1928-34 Dalí entwickelt seinen typischen Stil in den Bildern "Das Rätsel der Begierde" und "Die Beständigkeit der Erinnerung", das auch als "Weiche Uhren" bekannt ist. Das Bild zeigt vier zerfließende Taschenuhren vor einer künstlich veränderten katalanischen Landschaft. Die Gemälde "Atavistische Ruinen nach dem Regen" und "Brennende Giraffe" stellen sexuelle Begierden dar.
1929 Als Kritik gegen die kulturelle Strömung des "Noucentisme" verfasst Dalí zusammen mit Lluís Montañya und Sebastià Gasch das "Gelbe Manifest". Der Begriff "Noucentisme" spiegelte die Kunst der 1900er-Jahre wieder, die von neoklassizistischer Ästhetik geprägt war.

Dalí dreht zusammen mit Buñuel den surrealen Film "Ein andalusischer Hund". Die Uraufführung verursacht einen heftigen Skandal. In der Pariser Galerie Goemans hat Dalí seine erste Einzelausstellung.
1930 Dalí kauft sich ein Fischerhäuschen in Port Lligat bei Cadaqués. Zusammen mit seiner Lebensgefährtin und späteren Ehefrau Gala baut er es ständig aus. Premiere von Buñuels Film "Das goldene Zeitalter" (L'Age d'Or) in Paris. Dalí hat dazu den Hauptteil des Drehbuchs geschrieben. Zu den Schauspielern zählt der Dadaist und Surrealist Max Ernst.
1934 Dalí verkauft sein berühmtes Gemälde "Die Beständigkeit der Erinnerung" an eine New Yorker Galerie. Von dort wird es von einem anonymer Käufer erworben. Er schenkt es dem Museum of  Modern Art, wo es heute besichtigt werden kann.
1936-1937 Währen des Spanischen Bürgerkriegs hält sich Dalí in Frankreich, den USA und Italien auf. Als Dalí von der Ermordung seines Freundes García Lorca erfährt, fällt er in Depressionen. Doch im Gegensatz zu Picasso distanziert sich Dalì wenig vom Nationalsozialismus und dem Regime des spanischen Diktators Franco. Krieg hält Dalí für ein wiederkehrendes, menschlich unausweichliches Schicksal. 
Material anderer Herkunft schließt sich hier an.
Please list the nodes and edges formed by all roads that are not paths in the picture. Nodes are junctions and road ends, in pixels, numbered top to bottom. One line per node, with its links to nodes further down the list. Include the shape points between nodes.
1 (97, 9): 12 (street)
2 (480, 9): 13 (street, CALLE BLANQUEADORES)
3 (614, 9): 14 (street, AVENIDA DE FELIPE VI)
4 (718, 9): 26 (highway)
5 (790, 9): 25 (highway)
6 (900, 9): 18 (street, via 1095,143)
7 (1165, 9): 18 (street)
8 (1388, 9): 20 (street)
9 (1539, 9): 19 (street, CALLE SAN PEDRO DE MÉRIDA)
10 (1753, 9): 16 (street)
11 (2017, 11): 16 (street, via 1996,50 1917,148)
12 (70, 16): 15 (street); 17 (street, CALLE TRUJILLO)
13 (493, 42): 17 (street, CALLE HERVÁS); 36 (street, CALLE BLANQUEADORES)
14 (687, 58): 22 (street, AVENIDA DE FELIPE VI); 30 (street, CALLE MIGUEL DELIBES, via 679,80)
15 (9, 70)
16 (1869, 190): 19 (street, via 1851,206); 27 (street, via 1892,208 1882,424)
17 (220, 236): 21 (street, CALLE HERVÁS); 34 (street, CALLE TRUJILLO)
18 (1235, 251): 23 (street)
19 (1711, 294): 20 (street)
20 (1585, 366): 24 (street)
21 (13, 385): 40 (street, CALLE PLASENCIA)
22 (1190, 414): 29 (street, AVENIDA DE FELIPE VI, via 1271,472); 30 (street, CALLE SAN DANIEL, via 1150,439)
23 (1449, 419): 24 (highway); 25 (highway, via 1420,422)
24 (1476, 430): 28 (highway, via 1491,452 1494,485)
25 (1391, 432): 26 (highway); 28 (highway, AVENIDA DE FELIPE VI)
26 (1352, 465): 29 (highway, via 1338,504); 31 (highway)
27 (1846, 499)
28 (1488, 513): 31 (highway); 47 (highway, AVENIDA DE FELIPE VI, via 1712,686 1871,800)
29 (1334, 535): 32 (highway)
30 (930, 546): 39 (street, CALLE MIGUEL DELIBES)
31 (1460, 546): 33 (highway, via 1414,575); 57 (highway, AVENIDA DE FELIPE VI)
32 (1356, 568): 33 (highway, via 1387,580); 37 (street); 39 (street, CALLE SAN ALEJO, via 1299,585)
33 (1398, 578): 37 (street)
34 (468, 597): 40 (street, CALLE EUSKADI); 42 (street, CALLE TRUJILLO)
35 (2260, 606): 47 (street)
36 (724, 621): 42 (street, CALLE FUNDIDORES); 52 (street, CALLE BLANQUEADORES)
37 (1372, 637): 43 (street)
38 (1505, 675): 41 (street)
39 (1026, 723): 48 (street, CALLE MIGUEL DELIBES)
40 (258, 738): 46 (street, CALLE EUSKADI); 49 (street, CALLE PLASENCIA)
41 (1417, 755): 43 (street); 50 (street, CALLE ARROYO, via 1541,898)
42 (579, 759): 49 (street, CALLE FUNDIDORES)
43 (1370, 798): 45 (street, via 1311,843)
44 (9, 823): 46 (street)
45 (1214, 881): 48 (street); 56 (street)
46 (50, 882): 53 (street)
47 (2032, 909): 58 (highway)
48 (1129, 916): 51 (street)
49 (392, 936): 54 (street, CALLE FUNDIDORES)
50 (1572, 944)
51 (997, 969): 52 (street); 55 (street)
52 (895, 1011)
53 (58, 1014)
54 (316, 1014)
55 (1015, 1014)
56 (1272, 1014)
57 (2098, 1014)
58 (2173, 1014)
1938 Besuch bei Sigmund Freud. Der Wiener Psychoanalytiker war vor den Nationalsozialisten nach London geflohen.

Dalí in den USA

1941-1947 Dalí lebt in den USA.
Er arbeitet auch an Bühnenbildern und Filmkulissen, beispielsweise für Alfred Hitchcocks "Spellbound" (Ich kämpfe um dich). Im diesem Film mit Ingrid Bergmann und Gregory Peck in der Hauptrolle wird ein Kriminalfall mit Unterstützung der Traumdeutung gelöst. In New York begegnet Dalí dem Geschäftsmann und Kunstsammler Albert Reynolds Morse. Morse erwirbt im Laufe seines Lebens zahlreiche Kunstwerke Dalís und gründet 1982 das Salvador Dalí Museum in St.Petersburg, im US-Bundesstaat Florida.
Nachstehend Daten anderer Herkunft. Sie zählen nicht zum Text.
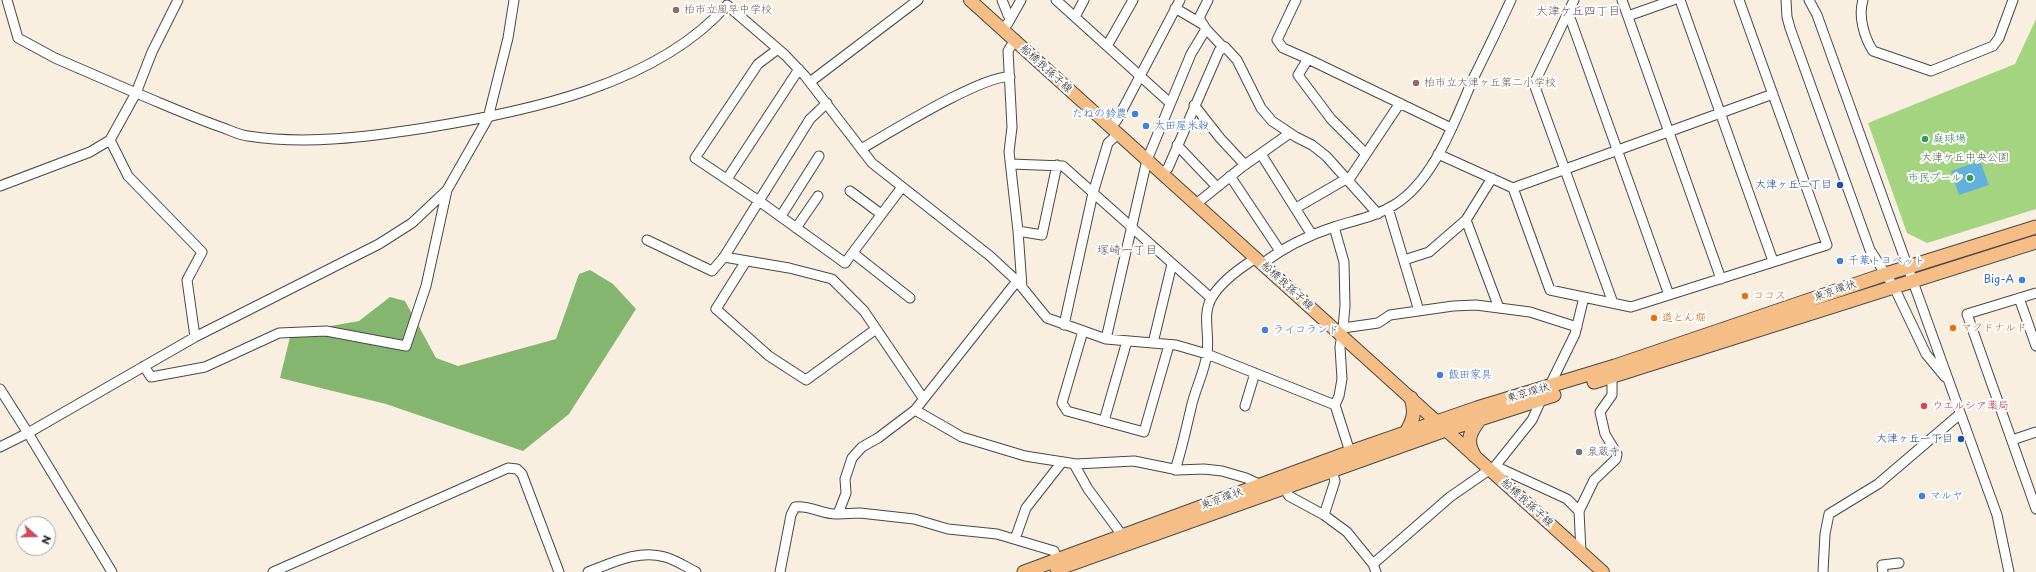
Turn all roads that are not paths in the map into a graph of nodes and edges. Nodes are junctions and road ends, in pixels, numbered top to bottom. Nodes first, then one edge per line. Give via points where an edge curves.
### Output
1 (7, 0) edge
2 (178, 0) edge
3 (514, 0) edge
4 (918, 0) edge
5 (970, 0) edge
6 (1002, 0) edge
7 (1021, 0) edge
8 (1056, 0) edge
9 (1084, 0) edge
10 (1133, 0) edge
11 (1180, 0) edge
12 (1208, 0) edge
13 (1296, 0) edge
14 (1511, 0) edge
15 (1574, 0) edge
16 (1622, 0) edge
17 (1673, 0) edge
18 (1680, 0) edge
19 (1739, 0) edge
20 (1786, 0) edge
21 (1809, 0) edge
22 (1863, 0) edge
23 (2013, 0) edge
24 (1175, 8) junction
25 (1568, 12) junction
26 (1628, 16) junction
27 (1011, 17) junction
28 (1075, 17) junction
29 (1204, 27) junction
30 (1002, 30) junction
31 (1014, 41) junction
32 (1107, 46) junction
33 (1223, 48) junction
34 (778, 49) junction
35 (1308, 59) junction
36 (799, 69) junction
37 (1139, 76) junction
38 (1010, 77) junction
39 (810, 82) junction
40 (136, 93) junction
41 (1773, 94) junction
42 (827, 103) junction
43 (1170, 103) junction
44 (1400, 103) junction
45 (1194, 105) junction
46 (1721, 114) junction
47 (488, 118) junction
48 (1451, 128) junction
49 (1114, 130) junction
50 (1669, 132) junction
51 (1290, 133) junction
52 (110, 140) junction
53 (1178, 145) junction
54 (861, 149) junction
55 (1618, 150) junction
56 (1261, 154) junction
57 (1366, 154) junction
58 (1438, 154) junction
59 (819, 156) dead end
60 (1147, 160) junction
61 (1011, 164) junction
62 (1057, 165) junction
63 (1245, 165) junction
64 (1566, 169) junction
65 (1162, 174) junction
66 (1230, 176) junction
67 (1492, 178) junction
68 (727, 179) junction
69 (1347, 180) junction
70 (0, 186) edge
71 (902, 187) junction
72 (1217, 187) junction
73 (1513, 188) junction
74 (447, 190) junction
75 (850, 191) dead end
76 (1093, 193) junction
77 (818, 196) dead end
78 (759, 200) junction
79 (1196, 204) junction
80 (1296, 208) junction
81 (1388, 208) junction
82 (881, 214) junction
83 (1378, 214) junction
84 (780, 216) junction
85 (1466, 220) junction
86 (1132, 227) junction
87 (1334, 227) junction
88 (2036, 227) edge
89 (796, 228) junction
90 (1018, 231) junction
91 (1312, 235) junction
92 (647, 240) dead end
93 (2036, 242) edge
94 (1280, 251) junction
95 (853, 253) junction
96 (724, 257) junction
97 (1404, 260) junction
98 (746, 261) junction
99 (1259, 261) junction
100 (1773, 261) junction
101 (1172, 264) junction
102 (1907, 267) junction
103 (1886, 274) junction
104 (1721, 279) junction
105 (1912, 281) junction
106 (1019, 284) junction
107 (1894, 287) junction
108 (2036, 292) edge
109 (1669, 295) junction
110 (1584, 297) junction
111 (910, 298) dead end
112 (1211, 298) junction
113 (2019, 298) junction
114 (1613, 303) junction
115 (1499, 308) junction
116 (1420, 311) junction
117 (1064, 325) junction
118 (1577, 327) junction
119 (876, 329) junction
120 (1083, 332) junction
121 (1343, 332) junction
122 (195, 337) junction
123 (1106, 339) junction
124 (1127, 341) junction
125 (1153, 343) junction
126 (1169, 345) junction
127 (2036, 346) edge
128 (1207, 354) junction
129 (144, 366) junction
130 (1255, 372) junction
131 (1612, 377) junction
132 (1950, 384) junction
133 (0, 390) edge
134 (1546, 393) junction
135 (923, 398) junction
136 (1411, 398) junction
137 (1335, 404) junction
138 (1245, 406) dead end
139 (915, 410) junction
140 (1960, 414) junction
141 (1480, 419) junction
142 (1104, 421) junction
143 (1442, 426) junction
144 (2036, 432) edge
145 (28, 433) junction
146 (1406, 433) junction
147 (2012, 440) junction
148 (0, 447) edge
149 (1350, 452) junction
150 (1474, 455) junction
151 (1062, 462) junction
152 (1074, 464) junction
153 (1492, 469) junction
154 (1175, 470) junction
155 (1332, 472) junction
156 (1261, 485) junction
157 (1285, 489) junction
158 (2036, 509) edge
159 (1579, 511) junction
160 (838, 514) junction
161 (1324, 515) junction
162 (1122, 535) junction
163 (1015, 539) junction
164 (1581, 552) junction
165 (1057, 560) junction
166 (1899, 563) dead end
167 (290, 568) edge
168 (1374, 568) edge
169 (112, 572) edge
170 (273, 572) edge
171 (559, 572) edge
172 (588, 572) edge
173 (696, 572) edge
174 (780, 572) edge
175 (1024, 572) edge
176 (1050, 572) edge
177 (1603, 572) edge
178 (1823, 572) edge
179 (1883, 572) edge
180 (2009, 572) edge

1 - 40 street via 18,38 55,58
2 - 40 street via 152,52
3 - 47 street via 508,38
4 - 39 street
5 - 30 main road, 船橋我孫子線
6 - 27 street
7 - 27 street
8 - 28 street
9 - 28 street
10 - 32 street
11 - 24 street
12 - 29 street via 1199,18
13 - 35 street via 1277,40 1283,48
14 - 48 street
15 - 25 street
16 - 26 street
17 - 26 street
18 - 46 street
19 - 41 street
20 - 103 street via 1790,28 1870,250
21 - 102 street via 1817,14
22 - 23 street via 1861,6 1864,33 1873,51 1931,71 1993,46 1999,38
24 - 29 street
24 - 37 street
25 - 55 street
25 - 64 street via 1534,84
26 - 50 street
27 - 30 street
28 - 32 street
29 - 33 street
29 - 43 street
30 - 31 main road, 船橋我孫子線
31 - 38 street via 1008,51
31 - 49 main road, 船橋我孫子線
32 - 37 street
33 - 45 street via 1219,51
33 - 51 street via 1225,47 1237,60 1261,108 1272,121
34 - 36 street
34 - 47 street via 727,5 700,32 660,58 623,76 555,101
34 - 68 street via 758,64 695,158
35 - 44 street
35 - 57 street via 1298,75 1331,119
36 - 39 street
36 - 68 street
37 - 43 street
37 - 49 street
38 - 54 street via 1003,76 964,91
38 - 61 street
39 - 42 street
40 - 47 street via 247,136 301,140 383,135
40 - 52 street
41 - 46 street
41 - 100 street via 1826,245
42 - 54 street
42 - 78 street via 810,119
43 - 60 street
44 - 48 street
44 - 57 street
45 - 53 street
45 - 63 street
46 - 50 street
46 - 100 street
47 - 74 street
48 - 58 street
49 - 60 main road, 船橋我孫子線
49 - 76 street
50 - 55 street
50 - 104 street
51 - 56 street
51 - 69 street via 1312,144
52 - 70 street via 90,152
52 - 122 street via 128,176 202,252 186,280
53 - 65 street via 1168,168
53 - 72 street
54 - 71 street via 872,163
55 - 64 street
55 - 109 street
56 - 63 street
56 - 80 street
57 - 69 street
58 - 67 street
58 - 81 street via 1419,182
59 - 84 street
60 - 65 main road, 船橋我孫子線
60 - 86 street
61 - 62 street
61 - 90 street
62 - 76 street via 1063,166
62 - 90 street via 1042,235
63 - 66 street
64 - 73 street
64 - 114 street
65 - 79 main road, 船橋我孫子線
66 - 72 street
66 - 94 street
67 - 73 street
67 - 85 street
68 - 78 street
69 - 80 street
69 - 83 street
71 - 82 street
71 - 106 street via 990,256
72 - 79 street
73 - 110 street via 1550,290
74 - 122 street via 412,223 379,244
74 - 129 street via 426,286 406,346 326,331 278,333 205,367 151,377
75 - 82 street
76 - 86 street
76 - 117 street
77 - 89 street
78 - 84 street
78 - 96 street
79 - 99 main road, 船橋我孫子線
80 - 91 street
81 - 83 street
81 - 97 street
82 - 95 street
83 - 87 street
84 - 89 street
85 - 97 street via 1429,252
85 - 115 street
86 - 101 street
86 - 123 street
87 - 91 street
87 - 121 street via 1344,262
88 - 102 highway, 東京環状
89 - 95 street via 845,264
90 - 106 street
91 - 94 street
92 - 96 street via 712,271
93 - 105 highway, 東京環状
94 - 99 street
95 - 111 street
96 - 98 street
97 - 116 street
98 - 119 street via 832,279 864,311
98 - 119 street via 716,309 768,356 806,380
99 - 112 street via 1229,279
99 - 121 main road, 船橋我孫子線
100 - 104 street
101 - 112 street
101 - 125 street
102 - 103 highway, 東京環状
102 - 105 street
103 - 107 street
103 - 134 highway, 東京環状
104 - 109 street
105 - 107 highway, 東京環状
105 - 132 street
106 - 117 street via 1047,318
106 - 135 street
107 - 131 highway, 東京環状
107 - 132 street via 1926,354
108 - 113 street
109 - 114 street via 1631,307
110 - 114 street
110 - 118 street
112 - 128 street via 1206,310 1209,338
113 - 127 street
113 - 147 street via 1967,314
115 - 116 street via 1453,306
115 - 118 street via 1530,312
116 - 121 street via 1390,315 1378,323
117 - 120 street
118 - 134 street
119 - 135 street
120 - 123 street
120 - 142 street via 1062,403 1067,412
121 - 136 main road, 船橋我孫子線
121 - 137 street via 1340,347 1342,379
122 - 129 street
123 - 124 street
124 - 125 street
124 - 142 street
125 - 126 street
126 - 128 street
126 - 142 street via 1144,432
128 - 130 street
128 - 154 street
129 - 145 street
130 - 137 street
130 - 138 street
131 - 134 highway, 東京環状
131 - 159 street via 1612,395 1600,412 1605,434 1617,454 1616,459 1594,480
132 - 140 street
133 - 145 street
134 - 141 highway, 東京環状
134 - 143 highway, 東京環状
134 - 153 street via 1532,420
135 - 139 street
136 - 143 main road, 船橋我孫子線
136 - 146 highway via 1415,410 1414,417
137 - 149 street
139 - 151 street via 973,442 1025,456
139 - 160 street via 862,447 852,458 845,479 846,493
140 - 178 street via 1878,484 1829,514
140 - 180 street via 1997,515
141 - 143 highway, 東京環状
141 - 150 highway via 1468,441
143 - 146 highway, 東京環状
143 - 150 main road, 船橋我孫子線
143 - 155 highway, 東京環状
144 - 147 street
145 - 148 street
145 - 169 street
146 - 149 highway, 東京環状
147 - 158 street
149 - 156 highway, 東京環状
150 - 153 main road, 船橋我孫子線
151 - 152 street
151 - 163 street via 1026,508
152 - 154 street via 1134,461
152 - 162 street via 1088,489
153 - 159 street via 1567,499
153 - 164 main road, 船橋我孫子線
153 - 168 street via 1445,501
154 - 156 street via 1222,471
155 - 157 highway, 東京環状
155 - 161 street via 1335,481
156 - 162 highway, 東京環状
157 - 161 street via 1289,496
157 - 176 highway, 東京環状
159 - 164 street
160 - 163 street via 898,516 948,529 997,534
160 - 174 street via 829,515 815,508 795,507 791,515
161 - 168 street via 1347,532
162 - 165 highway, 東京環状
163 - 165 street via 1054,551
164 - 177 main road, 船橋我孫子線
165 - 175 highway, 東京環状
166 - 179 street via 1882,564
167 - 170 street
167 - 171 street via 508,468 513,468 522,474
172 - 173 street via 644,554 667,557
1948 Rückkehr nach Europa. Dalí lebt wieder in Port Lligat.
1950 Er malt "Die Madonna von Port Lligat", ein Portrait seiner Frau Gala. Das Bild markiert Dalís Übergang Dalís zu mystischen und religiösen Themen. Später fertigt Dalí eine Serie von Aquarellen zur "Göttlichen Kommödie" des italienischen Dichters Dante an.
1956 Empfang beim spanischen Diktator Franco im Madrider Museum Prado. Dalí beginnt mit Lithographien zur Figur des "Don Quichotte" aus dem gleichnamigen Roman des spanischen Dichters Cervantes.
1957 Der Filmemacher Walt Disney besucht Dalí in Port Lligat.
1958 Eheschließung von Dalí und Gala.
Ab 1962 In New York besucht Dalí oft die "Factory", das Ateliergelände des Künstlers Andy Warhol. Warhol fertigt auch ein Portrait von Dalí an.
1974 In Figueres eröffnet Dalí sein eigenes Museum, das Teatre Museu Dalí. Das spanische Königspaar Juan Carlos und Sofia wird dort 1978 von Dalí und Gala empfangen.
1982 Am 10. Juni 1982 stirbt Dalís Ehefrau Gala.
1983
Gesundheitlichen angeschlagen zieht sich Dalí auf Schloss Púbol von der Öffentlichkeit zurück. Schloss Púbol, das sich in der Nähe von Figueras befindet, hatte er seiner Frau Gala 1970 geschenkt.
1989 Nach längeren Krankheitsphasen stirbt Salvador Dalí am 25. Januar in der Klinik von Figueres an Herzversagen. Er findet in einer Krypta unter dem Kuppelsaal seines Teatre Museu Dalí in Figueres seine letzte Ruhe. 
   
  Literatur:
Genzmer, Herbert: Dalí und Gala. Der Maler und die Muse. Reinbek 1998; Lear, Amanda: Dalí – 15 Jahre mit Salvador Dalí. München 1985; Schmied, Wieland: Salvador Dalí – Das Rätsel der Begierde. München 1991.